• _Input records_:
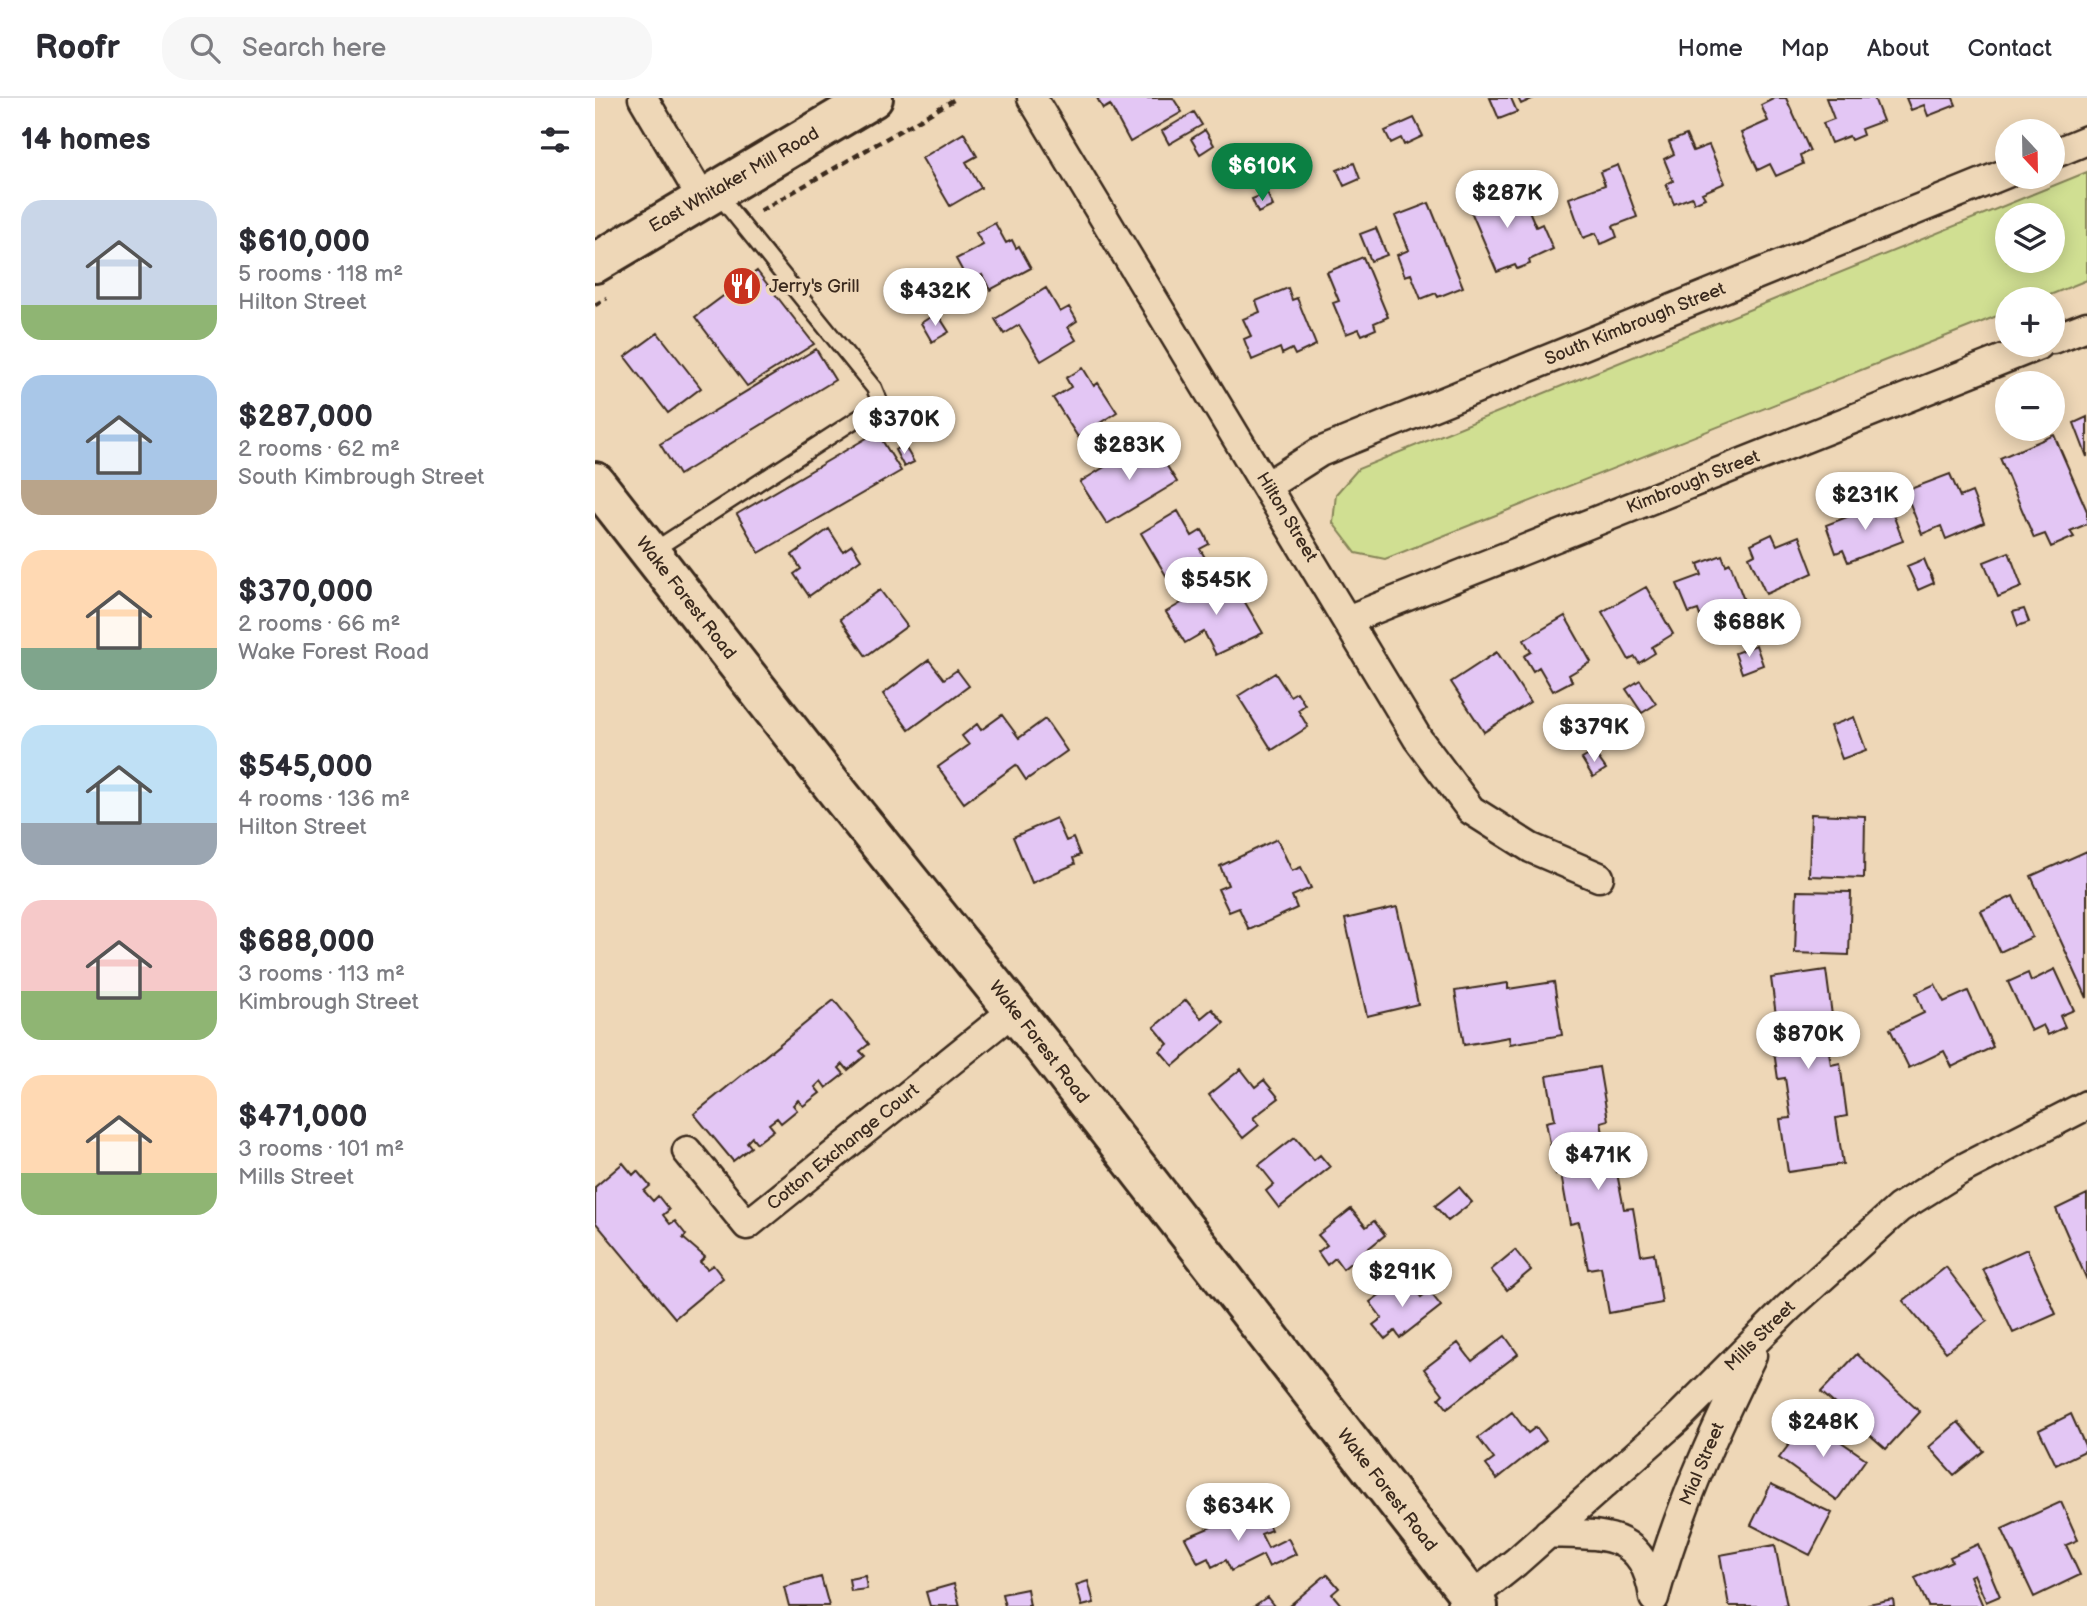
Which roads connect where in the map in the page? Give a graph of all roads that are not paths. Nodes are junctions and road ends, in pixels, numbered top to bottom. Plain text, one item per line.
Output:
1 (643, 98) edge
2 (873, 98) edge
3 (1032, 98) edge
4 (2087, 140) edge
5 (2065, 149) edge
6 (1995, 178) edge
7 (709, 195) junction
8 (606, 277) edge
9 (2087, 326) edge
10 (2065, 334) edge
11 (2009, 357) edge
12 (1268, 485) junction
13 (596, 486) edge
14 (650, 552) junction
15 (1347, 620) junction
16 (1599, 877) dead end
17 (1014, 1010) junction
18 (2087, 1105) edge
19 (687, 1151) dead end
20 (1762, 1334) junction
21 (1548, 1533) junction
22 (1654, 1602) edge
23 (1470, 1603) edge

1 - 7 street
2 - 7 main road, East Whitaker Mill Road
3 - 12 street, Hilton Street
4 - 5 street
6 - 12 street, South Kimbrough Street
7 - 8 main road, East Whitaker Mill Road
7 - 14 lane
9 - 10 street
11 - 15 street, Kimbrough Street
12 - 15 street, Hilton Street
13 - 14 main road, Wake Forest Road
14 - 17 main road, Wake Forest Road
15 - 16 street, Hilton Street
17 - 19 street, Cotton Exchange Court
17 - 23 main road, Wake Forest Road
18 - 20 street, Mills Street
20 - 21 street, Mills Street
20 - 22 street, Mial Street
21 - 22 street, Mial Street
21 - 23 street, Mills Street

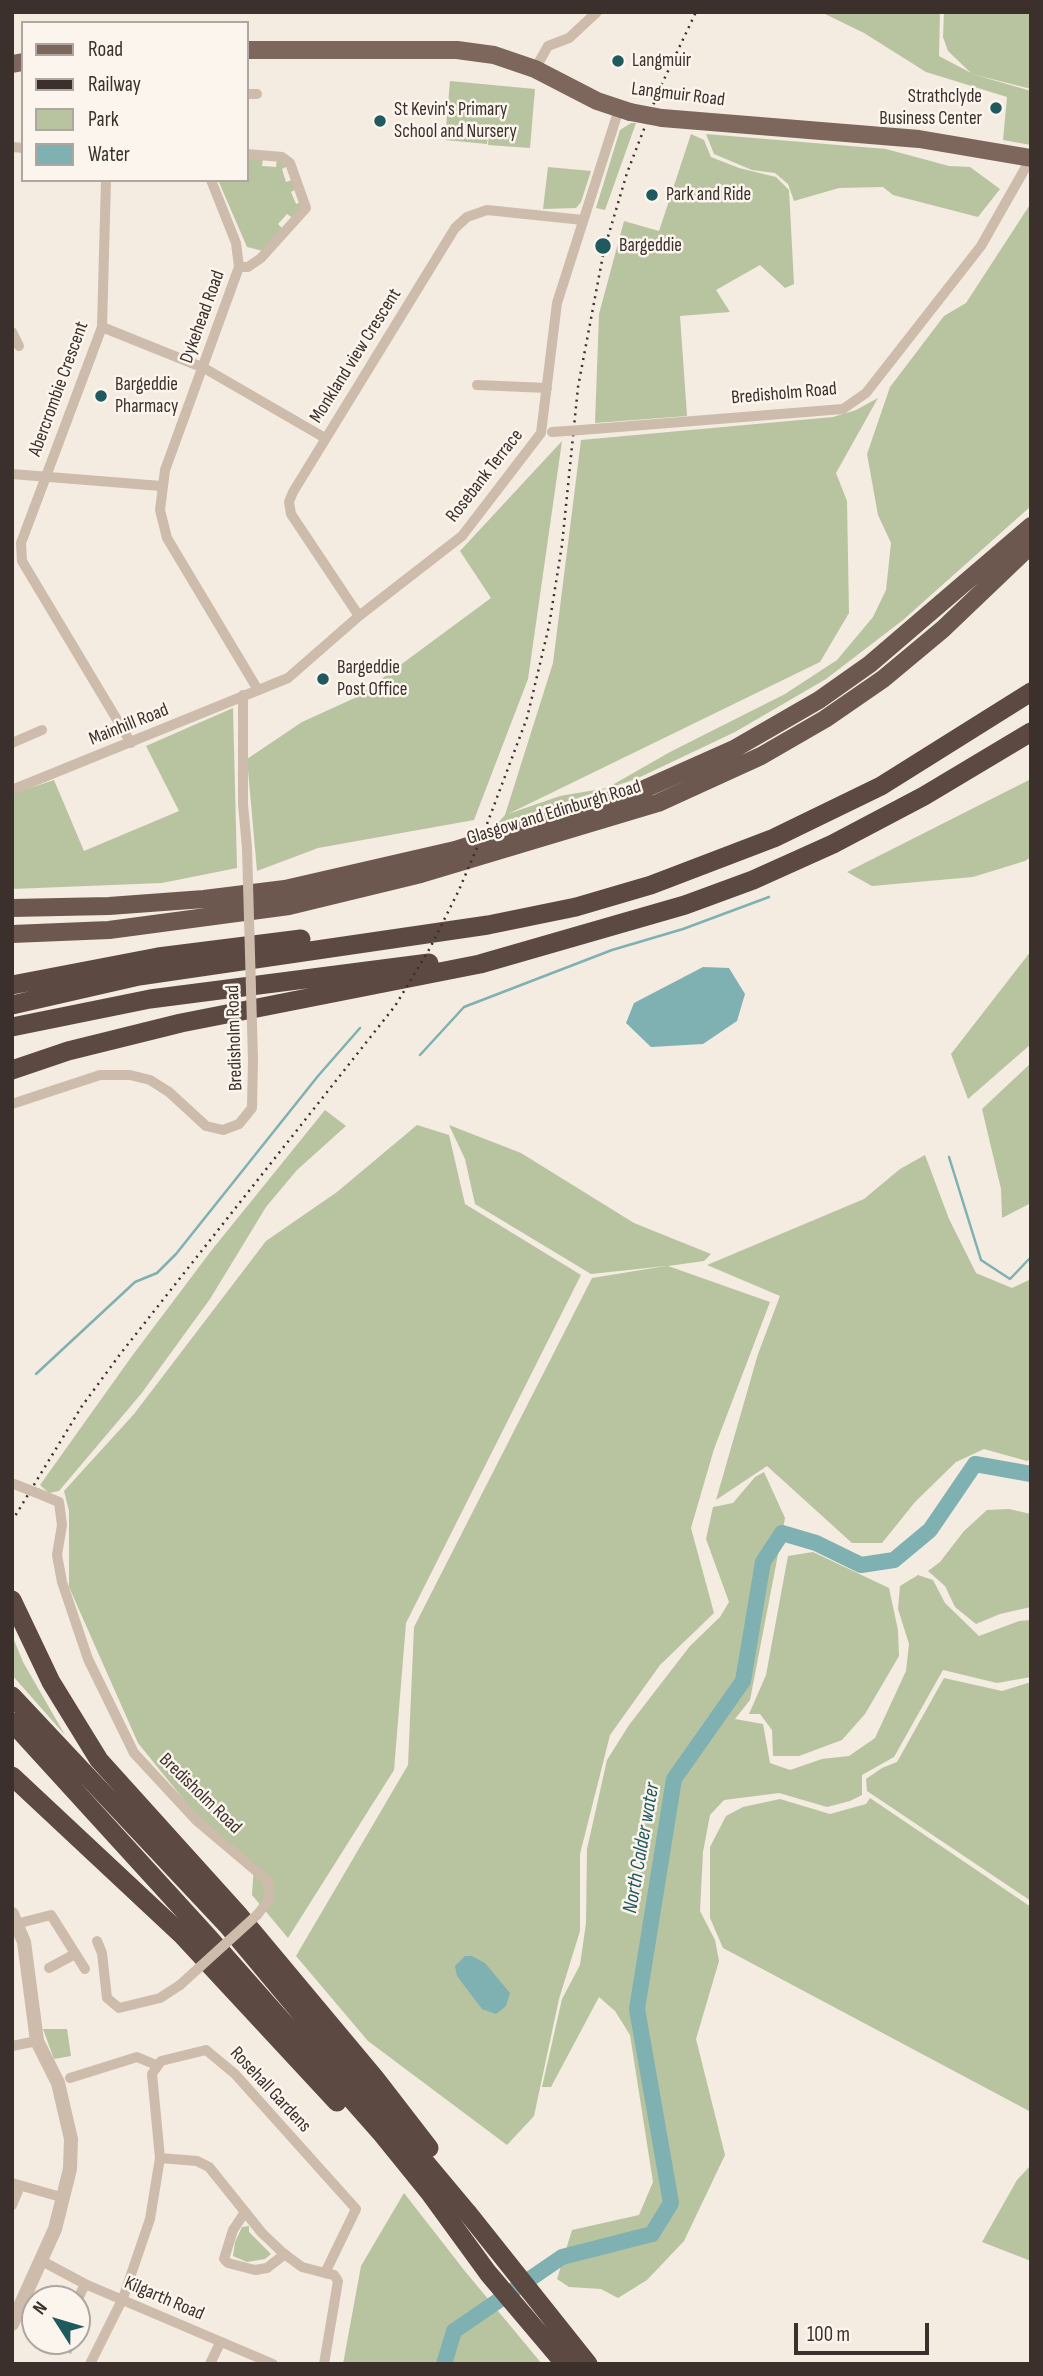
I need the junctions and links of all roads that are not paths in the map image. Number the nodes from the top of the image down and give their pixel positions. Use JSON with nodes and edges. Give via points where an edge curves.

• _What the task asks_: Output everything in the records exactly, leaving pictures out.

• _Response to the task_:
Which roads connect where in the map in the page? Give a graph of all roads that are not paths. Nodes are junctions and road ends, in pixels, numbered top to bottom. Plain text, one item per line.
Output:
1 (643, 98) edge
2 (873, 98) edge
3 (1032, 98) edge
4 (2087, 140) edge
5 (2065, 149) edge
6 (1995, 178) edge
7 (709, 195) junction
8 (606, 277) edge
9 (2087, 326) edge
10 (2065, 334) edge
11 (2009, 357) edge
12 (1268, 485) junction
13 (596, 486) edge
14 (650, 552) junction
15 (1347, 620) junction
16 (1599, 877) dead end
17 (1014, 1010) junction
18 (2087, 1105) edge
19 (687, 1151) dead end
20 (1762, 1334) junction
21 (1548, 1533) junction
22 (1654, 1602) edge
23 (1470, 1603) edge

1 - 7 street
2 - 7 main road, East Whitaker Mill Road
3 - 12 street, Hilton Street
4 - 5 street
6 - 12 street, South Kimbrough Street
7 - 8 main road, East Whitaker Mill Road
7 - 14 lane
9 - 10 street
11 - 15 street, Kimbrough Street
12 - 15 street, Hilton Street
13 - 14 main road, Wake Forest Road
14 - 17 main road, Wake Forest Road
15 - 16 street, Hilton Street
17 - 19 street, Cotton Exchange Court
17 - 23 main road, Wake Forest Road
18 - 20 street, Mills Street
20 - 21 street, Mills Street
20 - 22 street, Mial Street
21 - 22 street, Mial Street
21 - 23 street, Mills Street

I need the junctions and links of all roads that are not paths in the map image. Number the nodes from the top of the image down and give their pixel positions. Use JSON with nodes and edges. Give via points where an edge curves.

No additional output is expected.